To begin investigating the diversification of hydroxymethylcoumarins, we chose to investigate their decarboxylative couplings of enolates. We have previously shown that decarboxylative benzylation (DcB) is a useful method for the addition of less-stabilized enolate anions to a benzyl functionality [46,53-55]. Thus, we envisioned being able to add various ketone enolates to the exo-methyl position of the coumarin core by this method (Table 1). Screening of reaction conditions showed that, in contrast to common decarboxylative benzylation conditions (Table 1,entries 1 and 2) under which nonpolar solvents give the best DcB, the selective mono-alkylation of the enolate proceeds in highest yield in acetonitrile (2a, Table 1, entry 3). Bidentate ligated palladium complexes gave mixed results: the Pd/dppf complex (Table 1,entry 4) catalyzed the reaction smoothly, while little product was seen on using the Pd/BINAP complex (Table 1,entry 5). Under the best conditions (5 mol % Pd(PPh3)4, MeCN, rt, Table 1, entry 3), a variety of enolate nucleophiles could be selectively coupled with coumarin electrophiles (Scheme 2). For example, acetone, acetophenone and 1,1,1-trimethylacetone enolates can all be generated and coupled with the coumarin electrophile. Importantly, selective monobenzylation was achieved for each example. Regarding the coumarin moiety, the decarboxylative coupling was compatible with a variety of simple substitutions, including methoxy (2c,d,g,h), chloro (2g,h) and naphthyl (2e) coumarins.
Table 1: Reaction development for the coupling of in situ generated enolates and coumarin π-benzyl complexes.
|3||Pd(PPh3)4||MeCN||95 (88% yield)|
While the decarboxylative coupling worked well for the couplings of relatively nonstabilized enolate nucleophiles, we wished to find a more universal starting material that would allow a broader range of nucleophiles to be coupled to the coumarin core in an intermolecular fashion. Such a method was deemed necessary for rapid diversification and chemical library synthesis. Thus, we chose to investigate the Pd-catalyzed benzylic substitution reaction of (coumarinyl)methyl acetates with various nucleophiles. In the forthcoming sections, the coupling of this coumarin template to arylboronic acids [56-61], amines  and arylsulfinates is described . Moreover, compared to related methods for palladium-catalyzed benzylic substitution that require specialized ligands [45,47,60-62], we report that coumarin π-benzyl formation is easily achieved with simple PPh3 ligated palladium.
Regarding the development of the Suzuki-like coupling reaction of (coumarinyl)methyl acetate and arylboronic acids, we screened reaction conditions for the coupling of coumarin 1a with phenylboronic acid (Table 2).
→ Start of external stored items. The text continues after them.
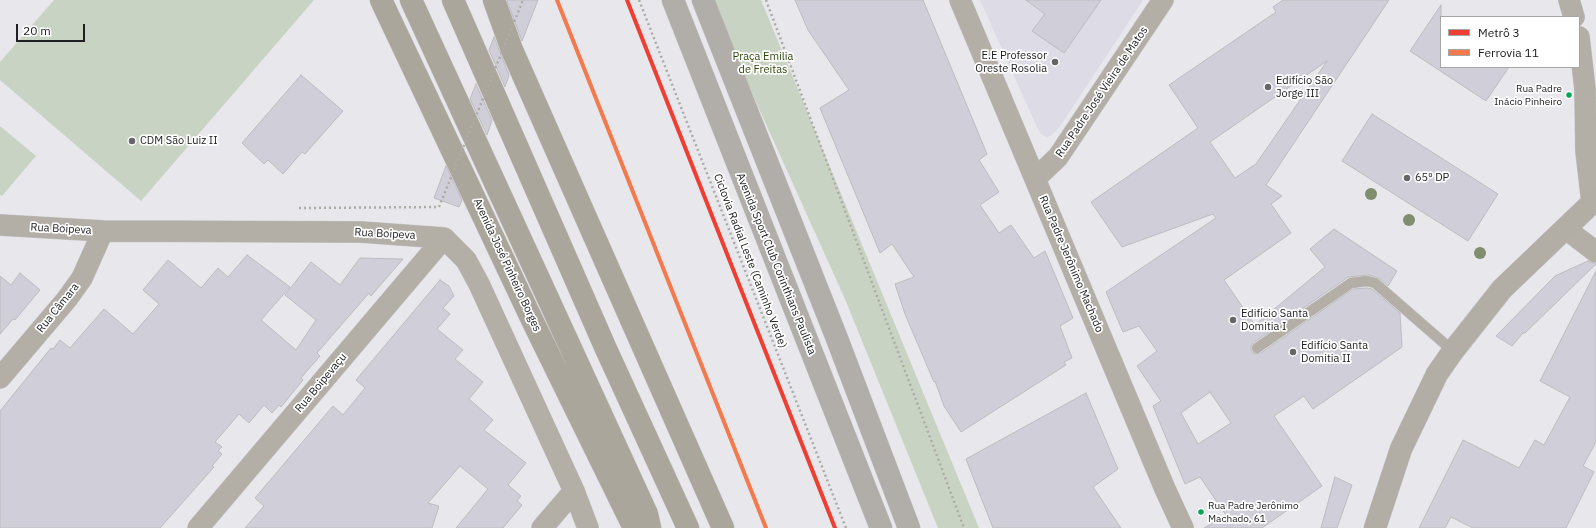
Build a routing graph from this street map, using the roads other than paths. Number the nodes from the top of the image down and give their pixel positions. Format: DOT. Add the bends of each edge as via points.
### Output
graph roads {
  1 [pos="381,0"];
  2 [pos="411,0"];
  3 [pos="454,0"];
  4 [pos="494,0"];
  5 [pos="673,0"];
  6 [pos="703,0"];
  7 [pos="960,0"];
  8 [pos="1163,0"];
  9 [pos="1569,0"];
  10 [pos="1574,16"];
  11 [pos="1580,46"];
  12 [pos="1035,179"];
  13 [pos="1594,201"];
  14 [pos="0,225"];
  15 [pos="1566,229"];
  16 [pos="104,231"];
  17 [pos="444,238"];
  18 [pos="1596,252"];
  19 [pos="1256,348"];
  20 [pos="1453,351"];
  21 [pos="0,378"];
  22 [pos="574,491"];
  23 [pos="198,528"];
  24 [pos="542,528"];
  25 [pos="588,528"];
  26 [pos="634,528"];
  27 [pos="650,528"];
  28 [pos="688,528"];
  29 [pos="722,528"];
  30 [pos="881,528"];
  31 [pos="909,528"];
  32 [pos="1183,528"];
  33 [pos="1375,528"];
  1 -- 26 [label="main road, Avenida José Pinheiro Borges"];
  2 -- 27 [label="main road" via="648,514"];
  3 -- 28 [label="main road" via="602,342"];
  4 -- 29 [label="main road" via="516,58"];
  5 -- 30 [label="highway, Avenida Sport Club Corinthians Paulista"];
  6 -- 31 [label="highway"];
  7 -- 12 [label="street, Rua Padre Jerônimo Machado"];
  8 -- 12 [label="street, Rua Padre José Vieira de Matos" via="1058,158"];
  9 -- 10 [label="street"];
  11 -- 13 [label="street" via="1585,89 1586,151"];
  12 -- 32 [label="street, Rua Padre Jerônimo Machado"];
  13 -- 15 [label="street"];
  14 -- 16 [label="street, Rua Boipeva"];
  15 -- 18 [label="street"];
  15 -- 20 [label="street" via="1502,289"];
  16 -- 17 [label="street, Rua Boipeva" via="361,232"];
  16 -- 21 [label="street, Rua Câmara" via="82,278"];
  17 -- 22 [label="street" via="466,260 479,284"];
  17 -- 23 [label="street, Rua Boipevaçu"];
  19 -- 20 [label="lane" via="1351,283 1367,281 1374,283"];
  20 -- 33 [label="street" via="1437,374 1401,449"];
  22 -- 24 [label="street"];
  22 -- 25 [label="street"];
}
We were pleased to find that the reaction progressed reasonably well to 3a under various conditions. For example, inorganic bases such as K2CO3, K3PO4, and KF all effected the reaction equally well in methanol. A brief screen of solvents showed that the nonpolar aprotic solvent 1,4-dioxane gave the highest yields of the coupling product (Table 2, entry 6). Lastly, in the absence of added base, the acetate generated upon π-benzyl formation also promoted the desired coupling, albeit in lower yield over the time frame allowed (12 h, Table 2, entry 7).
Table 2: Palladium-catalyzed coupling of coumarinyl acetate and phenylboronic acid.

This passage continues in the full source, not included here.